First thought, there is a leak in the bellows, there is a leak around the lens.  After all I installed the lens.  Then I thought well maybe it's a leak around the back.  I had one of those recently.  It was on a new camera not on one I had used before.

I took a better look at the neg before I began resealing the camera.  I found that there was a light leak track in the clear area around the edge of the negative.  I had a cut film holder remember.

That shows me that it leaked inside the holder before the dark slide was pulled.  On very close examination of the film holder it looks as though there is deterioration in the cloth hinge at the rear of the film holder.  I taped over it with some vinyl tape and it should fix the problem.  

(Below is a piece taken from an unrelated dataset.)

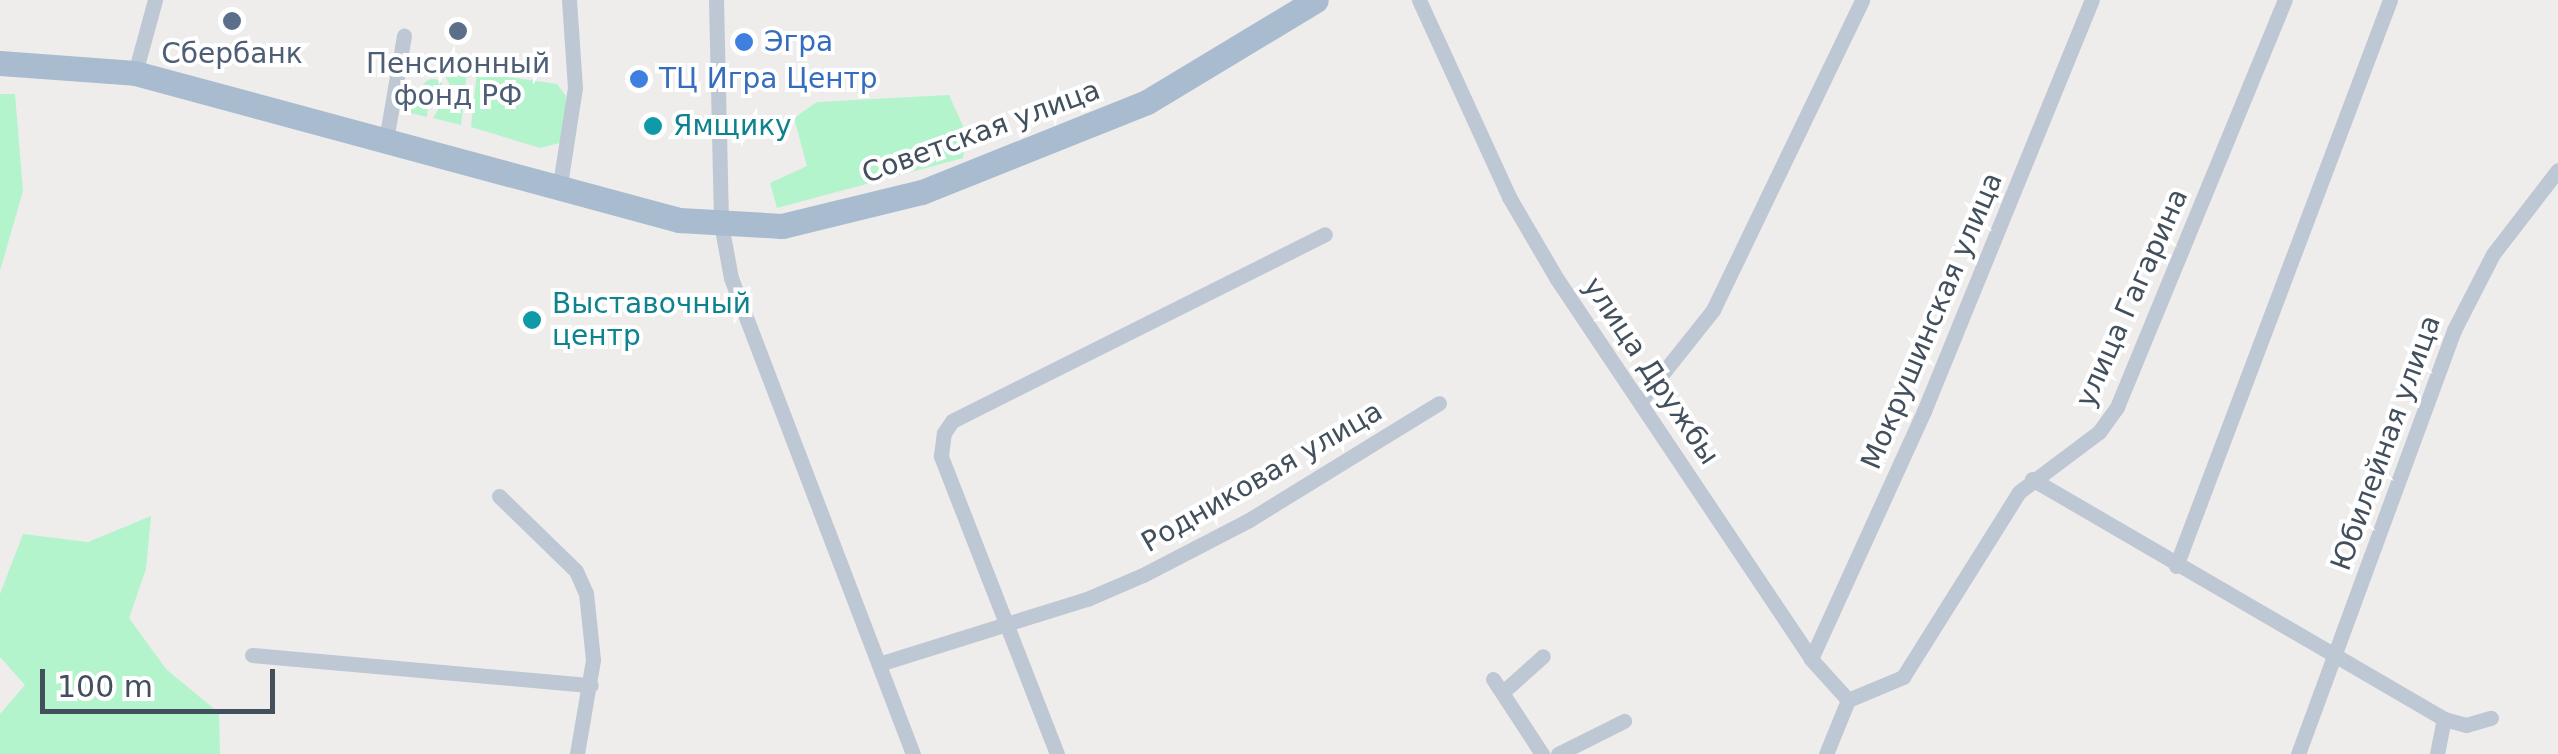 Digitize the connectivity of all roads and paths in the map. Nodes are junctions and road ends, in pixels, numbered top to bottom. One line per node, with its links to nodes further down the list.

That's what you get for thinking retro.  Those film holders are probably older than me.  There are two kinds that I own one is a newer model but I don't like them as well.  Hard to imagine that isn't it.


----------



## mysteryscribe

One more thing about retro thinking.  I found out that my wife tried to bribe the mailman to just throw my ebay purchases in the dumpster at the post office to cut down on the amount of junk in our trash can.  Does that tell you anything about thinking retro....


----------



## mysteryscribe

*THE ONLY TWO THINGS IN LIFE THAT MAKE IT WORTH LIVIN' BEAT UP OLD CAMERAS AND FIRM LOOKIN' WOMEN.*

Can you tell I've been back working in the dark room again.

I was sitting here with my shirt pocket draggin' me down and thinking what a difference a few years makes. At thirty it would have been a pack of cigarettes and a lighter in that pocket.... now its reading glasses and a light meter. May how tires do change.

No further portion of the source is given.